Which is honestly why I read it. Because everyone else was. I had no idea what the books were about. Reading reviews, I got the vague idea that they took place in Sweden and were supposed to be about corporate crimes and such. These are usually not the type of books that I read. But like I said, they were everywhere. So I read them.
I wish that I had written my thoughts about the books right after I actually read them. It's been several months and the details about the plot are getting a little fuzzy and the books have all run together. I'm not completely sure if I could differentiate things that happened in the first book from things that happened in the second book.
A basic overview from what I remember: In The Girl with the Dragon Tatoo, financial journalist Mikael Blomkvist has fallen in the public eye. Accused of libel and sentenced to serve time in jail, he is given the chance to clear his name by an elderly business man. The condition is that he needs to solve the disappearance of the elderly man's niece, who has been missing for nearly 40 years.
In The Girl Who Played with Fire, and The Girl Who Kicked the Hornet's Nest, Mikael Blomkvist is reinstated at his magazine and delves into exposing Sweden's sex trafficking business. However, the research runs deeper and involves more people than could be imagined. After the murder of the primary investigation, the story turns from interesting to personal.
And where is the girl in all this? Lisbeth Salander: tatooed, skinny, computer hacking, socially awkward misfit. Through bizarre circumstances, she ends up assisting Mikael Blomkvist with his research. Initially, her story feels separate from everything else. Her fight with social services, her difficulty with self identity and relationships, and ultimately her abuse, both by individual people and by the system. However, as the story progresses through the three novels, I found myself realizing that her experiences had everything to do with the story. The circumstances that lead to the disappearance of niece in the first novel, the culture around sex trafficking: it all pointed to how such terrible things could happen to Lisbeth Salander.

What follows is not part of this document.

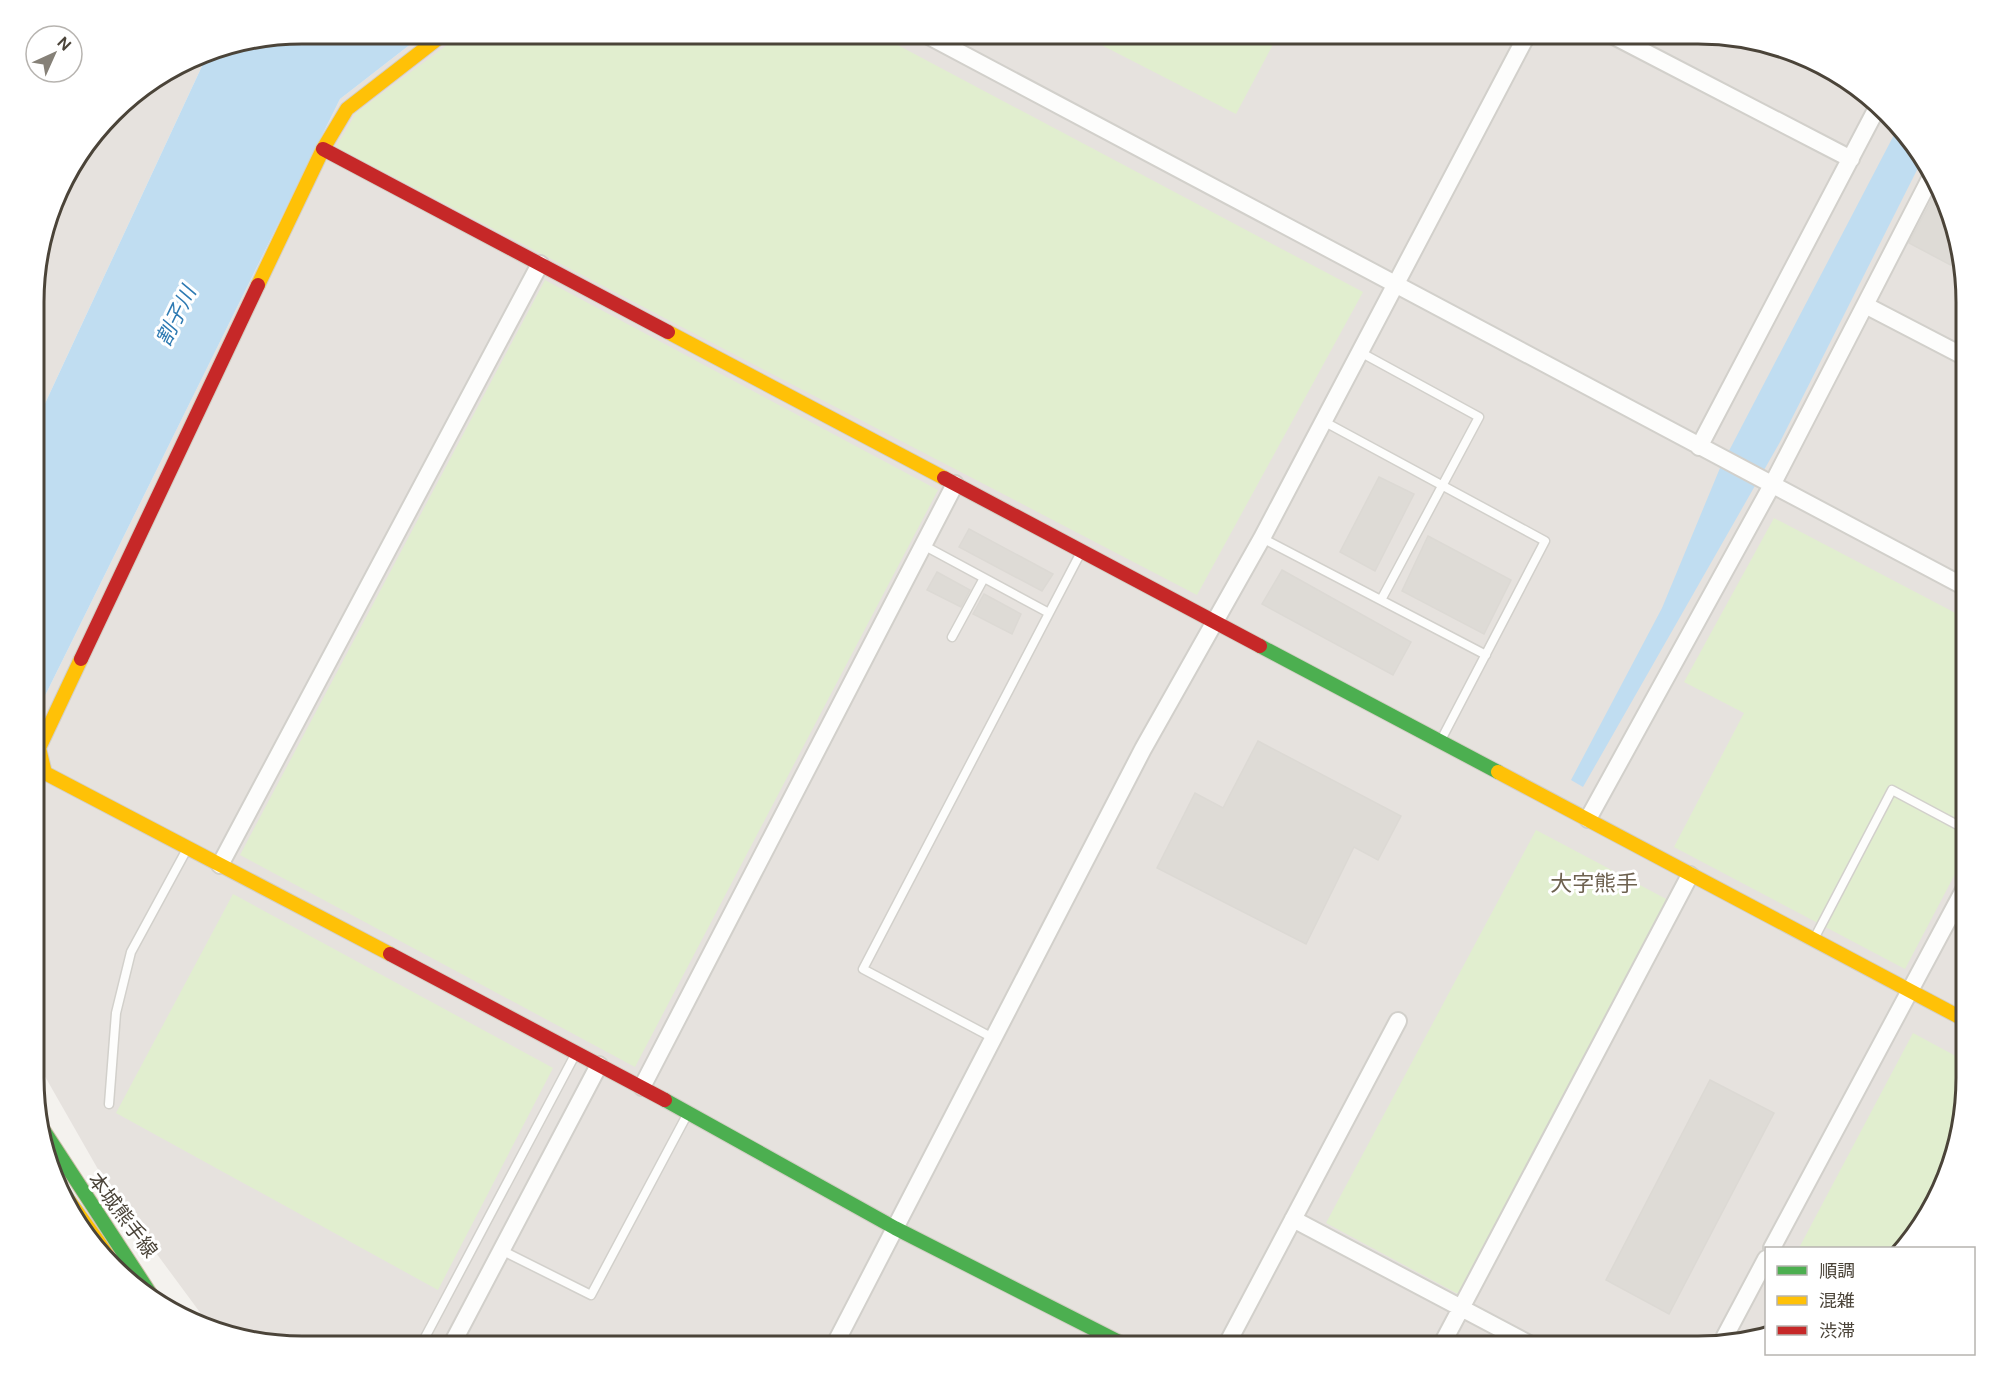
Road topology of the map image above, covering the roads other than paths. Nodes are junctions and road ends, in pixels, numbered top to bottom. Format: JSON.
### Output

I'm not sure I could actually recommend these books. They are graphic and disturbing. Actually my biggest complaint with the books is much more trivial. I kept feeling that the novels were in desperate need of a good editing. There were so many details that felt completely trivial: e-mail addresses, descriptions of computers, explanations of RAM and bytes. There was also a abundance of Swedish locations, that may make the book more familiar to, well, Swedes, was just nearly oppressive for non-Swedes. The books were published after the author, Stiegg Larsson, passed away. With a post-humous publication, it doesn't feel appropriate to make alterations to the author's work. But it doesn't change my mind that it's what the books need.
These books were completely out of my comfort level. They were disturbing. They were occasionally too much to actually enjoy. But in the end, it was hard to put the books down and impossible to not cheer for the heroine.